I like auto's but I prefer pumps. For me it's safety thing. I can load a mag, rack the slide open and drop a round in the breech when on the farm. I just step out of the truck, close the slide and shoot in one fluid motion. I know it's safe at all times because it's open. It's easy to change round type and easy to manual feed.

And the slide racking is sexy.

----------


## longrange308

> I like auto's but I prefer pumps. For me it's safety thing. I can load a mag, rack the slide open and drop a round in the breech when on the farm. I just step out of the truck, close the slide and shoot in one fluid motion. I know it's safe at all times because it's open.
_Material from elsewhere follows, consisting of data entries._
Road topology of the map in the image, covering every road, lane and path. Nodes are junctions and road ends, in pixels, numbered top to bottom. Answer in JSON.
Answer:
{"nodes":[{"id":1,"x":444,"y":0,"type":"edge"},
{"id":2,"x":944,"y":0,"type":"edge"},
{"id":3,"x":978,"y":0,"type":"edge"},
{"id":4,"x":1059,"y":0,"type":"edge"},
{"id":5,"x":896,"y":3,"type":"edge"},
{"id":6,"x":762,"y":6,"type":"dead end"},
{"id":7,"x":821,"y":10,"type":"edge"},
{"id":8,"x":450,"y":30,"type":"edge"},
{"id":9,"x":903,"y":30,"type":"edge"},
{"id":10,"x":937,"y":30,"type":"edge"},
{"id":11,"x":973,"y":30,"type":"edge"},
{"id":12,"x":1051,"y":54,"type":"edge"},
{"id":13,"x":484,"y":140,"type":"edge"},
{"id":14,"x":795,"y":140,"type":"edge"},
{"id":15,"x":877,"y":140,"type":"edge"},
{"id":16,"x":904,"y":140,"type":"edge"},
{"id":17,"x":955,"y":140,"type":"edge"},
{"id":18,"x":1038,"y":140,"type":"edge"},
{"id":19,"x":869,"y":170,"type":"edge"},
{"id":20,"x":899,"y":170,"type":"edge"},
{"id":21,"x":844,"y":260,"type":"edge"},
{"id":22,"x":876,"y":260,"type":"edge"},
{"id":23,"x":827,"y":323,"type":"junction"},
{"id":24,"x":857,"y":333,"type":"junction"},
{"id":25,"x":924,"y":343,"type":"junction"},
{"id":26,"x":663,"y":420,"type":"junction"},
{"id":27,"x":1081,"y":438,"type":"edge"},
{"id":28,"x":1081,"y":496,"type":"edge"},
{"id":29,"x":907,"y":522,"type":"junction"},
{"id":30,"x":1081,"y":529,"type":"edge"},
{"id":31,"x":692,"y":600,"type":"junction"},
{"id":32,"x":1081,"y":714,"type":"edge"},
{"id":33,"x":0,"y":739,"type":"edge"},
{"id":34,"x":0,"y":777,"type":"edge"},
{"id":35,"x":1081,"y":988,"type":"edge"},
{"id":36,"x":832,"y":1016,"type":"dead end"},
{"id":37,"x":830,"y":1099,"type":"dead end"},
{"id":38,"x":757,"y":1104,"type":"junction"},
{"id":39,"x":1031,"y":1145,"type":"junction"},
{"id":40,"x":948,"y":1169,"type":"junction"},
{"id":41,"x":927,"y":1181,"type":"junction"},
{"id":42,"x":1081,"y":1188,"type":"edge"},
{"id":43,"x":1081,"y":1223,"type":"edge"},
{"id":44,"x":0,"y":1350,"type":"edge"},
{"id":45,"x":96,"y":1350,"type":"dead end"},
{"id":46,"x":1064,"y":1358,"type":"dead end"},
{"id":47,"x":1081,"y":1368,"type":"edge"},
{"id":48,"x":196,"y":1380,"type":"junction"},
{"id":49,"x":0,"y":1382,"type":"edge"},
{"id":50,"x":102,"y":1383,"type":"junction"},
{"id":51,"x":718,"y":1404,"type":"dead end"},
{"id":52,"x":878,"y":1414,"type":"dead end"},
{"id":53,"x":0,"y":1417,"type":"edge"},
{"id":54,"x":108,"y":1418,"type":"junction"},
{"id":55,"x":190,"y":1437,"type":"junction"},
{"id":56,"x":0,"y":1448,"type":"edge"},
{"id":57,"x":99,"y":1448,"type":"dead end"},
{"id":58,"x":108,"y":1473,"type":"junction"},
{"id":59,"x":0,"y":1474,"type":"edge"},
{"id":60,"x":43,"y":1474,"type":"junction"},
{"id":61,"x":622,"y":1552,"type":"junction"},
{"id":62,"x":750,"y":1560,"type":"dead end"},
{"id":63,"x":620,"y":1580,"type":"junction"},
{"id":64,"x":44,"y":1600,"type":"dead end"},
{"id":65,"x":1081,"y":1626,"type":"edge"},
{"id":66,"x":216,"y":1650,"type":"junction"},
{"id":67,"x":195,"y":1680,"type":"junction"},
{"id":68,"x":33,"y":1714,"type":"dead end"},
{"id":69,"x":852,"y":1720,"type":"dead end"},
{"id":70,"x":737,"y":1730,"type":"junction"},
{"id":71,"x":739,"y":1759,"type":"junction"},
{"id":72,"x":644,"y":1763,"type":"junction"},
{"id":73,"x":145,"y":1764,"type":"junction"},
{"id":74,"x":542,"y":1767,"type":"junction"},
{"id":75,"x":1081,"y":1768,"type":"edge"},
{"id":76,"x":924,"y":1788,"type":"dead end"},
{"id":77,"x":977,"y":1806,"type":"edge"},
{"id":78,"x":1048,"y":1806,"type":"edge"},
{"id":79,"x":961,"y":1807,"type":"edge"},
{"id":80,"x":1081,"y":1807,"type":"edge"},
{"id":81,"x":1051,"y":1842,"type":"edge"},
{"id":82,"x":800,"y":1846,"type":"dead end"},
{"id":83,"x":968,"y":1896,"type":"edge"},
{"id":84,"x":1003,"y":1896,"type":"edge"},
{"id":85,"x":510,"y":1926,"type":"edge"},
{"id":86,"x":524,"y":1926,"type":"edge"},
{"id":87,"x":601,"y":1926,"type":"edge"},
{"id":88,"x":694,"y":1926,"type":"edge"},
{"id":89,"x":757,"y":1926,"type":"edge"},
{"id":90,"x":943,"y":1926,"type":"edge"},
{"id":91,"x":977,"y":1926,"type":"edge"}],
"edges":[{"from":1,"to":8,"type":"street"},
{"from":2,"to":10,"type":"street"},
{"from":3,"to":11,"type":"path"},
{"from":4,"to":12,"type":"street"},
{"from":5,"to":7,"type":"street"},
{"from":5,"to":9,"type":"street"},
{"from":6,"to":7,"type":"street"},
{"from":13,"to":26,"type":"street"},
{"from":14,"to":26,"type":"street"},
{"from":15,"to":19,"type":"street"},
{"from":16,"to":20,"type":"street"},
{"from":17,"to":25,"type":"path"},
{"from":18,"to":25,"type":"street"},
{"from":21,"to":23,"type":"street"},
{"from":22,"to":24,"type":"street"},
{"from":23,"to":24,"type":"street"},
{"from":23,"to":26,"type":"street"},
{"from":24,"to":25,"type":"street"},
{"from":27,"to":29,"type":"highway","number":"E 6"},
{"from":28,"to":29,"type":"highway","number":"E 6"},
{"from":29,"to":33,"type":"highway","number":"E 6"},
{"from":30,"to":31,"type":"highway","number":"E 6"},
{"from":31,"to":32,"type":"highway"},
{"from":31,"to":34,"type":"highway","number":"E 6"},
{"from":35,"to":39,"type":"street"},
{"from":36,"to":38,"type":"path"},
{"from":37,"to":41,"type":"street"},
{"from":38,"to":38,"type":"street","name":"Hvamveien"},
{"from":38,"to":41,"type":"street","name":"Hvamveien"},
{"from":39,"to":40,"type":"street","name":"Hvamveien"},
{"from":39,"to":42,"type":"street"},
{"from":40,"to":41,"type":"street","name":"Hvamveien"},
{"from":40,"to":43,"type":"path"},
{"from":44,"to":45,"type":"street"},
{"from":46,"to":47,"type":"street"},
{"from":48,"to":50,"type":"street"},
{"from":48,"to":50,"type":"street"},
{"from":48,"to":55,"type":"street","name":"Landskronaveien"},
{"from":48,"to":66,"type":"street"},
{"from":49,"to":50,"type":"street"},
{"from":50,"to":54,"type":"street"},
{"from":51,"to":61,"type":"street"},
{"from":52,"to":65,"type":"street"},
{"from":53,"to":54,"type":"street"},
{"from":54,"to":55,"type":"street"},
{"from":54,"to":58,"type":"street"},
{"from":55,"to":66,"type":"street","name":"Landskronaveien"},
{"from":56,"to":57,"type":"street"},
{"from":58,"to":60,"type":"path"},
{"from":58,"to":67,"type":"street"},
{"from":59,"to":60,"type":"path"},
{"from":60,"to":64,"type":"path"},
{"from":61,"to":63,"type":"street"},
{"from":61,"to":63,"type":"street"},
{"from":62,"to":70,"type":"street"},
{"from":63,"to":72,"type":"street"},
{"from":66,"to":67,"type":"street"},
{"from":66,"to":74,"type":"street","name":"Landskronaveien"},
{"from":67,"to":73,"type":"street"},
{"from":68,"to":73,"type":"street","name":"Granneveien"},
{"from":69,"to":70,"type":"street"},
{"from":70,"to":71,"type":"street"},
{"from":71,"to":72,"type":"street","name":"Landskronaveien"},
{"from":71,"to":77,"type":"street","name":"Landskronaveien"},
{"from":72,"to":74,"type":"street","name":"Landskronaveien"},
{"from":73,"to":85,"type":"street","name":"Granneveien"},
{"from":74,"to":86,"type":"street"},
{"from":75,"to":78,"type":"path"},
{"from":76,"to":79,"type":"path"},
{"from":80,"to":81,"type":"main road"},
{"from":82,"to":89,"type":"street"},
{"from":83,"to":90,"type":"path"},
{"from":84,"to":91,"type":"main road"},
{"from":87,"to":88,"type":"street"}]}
It's easy to change round type and easy to manual feed.
> 
> And the slide racking is sexy.


nothing means business than the sound of a pump getting cocked

----------


## kotuku

Have an Escort magnums/a 12g(manual2stagegas regulator  ) with 3"chamber bought 2nd hand .yes been ridiculed but its in its fith season with me and very rarely misses a beat.when it has I was responsible.
   lucky to be gifted a carton of spares from a former member of other forum(mostly from a new one modified by 4wd on opening morning).nought been used yet.etxension mag =$20.00 chokes =$25.00each. Extension gives me 7x3"roundsfulled laden or 8x 2 3/4 rounds.letting the 8 go in a single burst is a real showstopper.spare is the venerable Bently A5"Pointer" by Yamomoto inductries in japan(actually they also manufactured under Miroku!
    Singular problem was claybirds -guns dont handle usual tucker. However Barry Foster of fosters stihl shop in blenheim rd sells the very good "Hull DTL300"trap ammo ,and my two love it like kids love maccas!bloody good price.
   too.
 why; well ive aslways loved the style of the browning A5 and the Bentley in particular;price was sweet.the Escort suited me despite being pressured to buy a Stoeger,a decision ive never regretted.maintainence is my byword.

----------


## Pointer

I think owning just one shotgun is an excuse for getting another!

----------


## mikee

> I think owning just one shotgun is an excuse for getting another!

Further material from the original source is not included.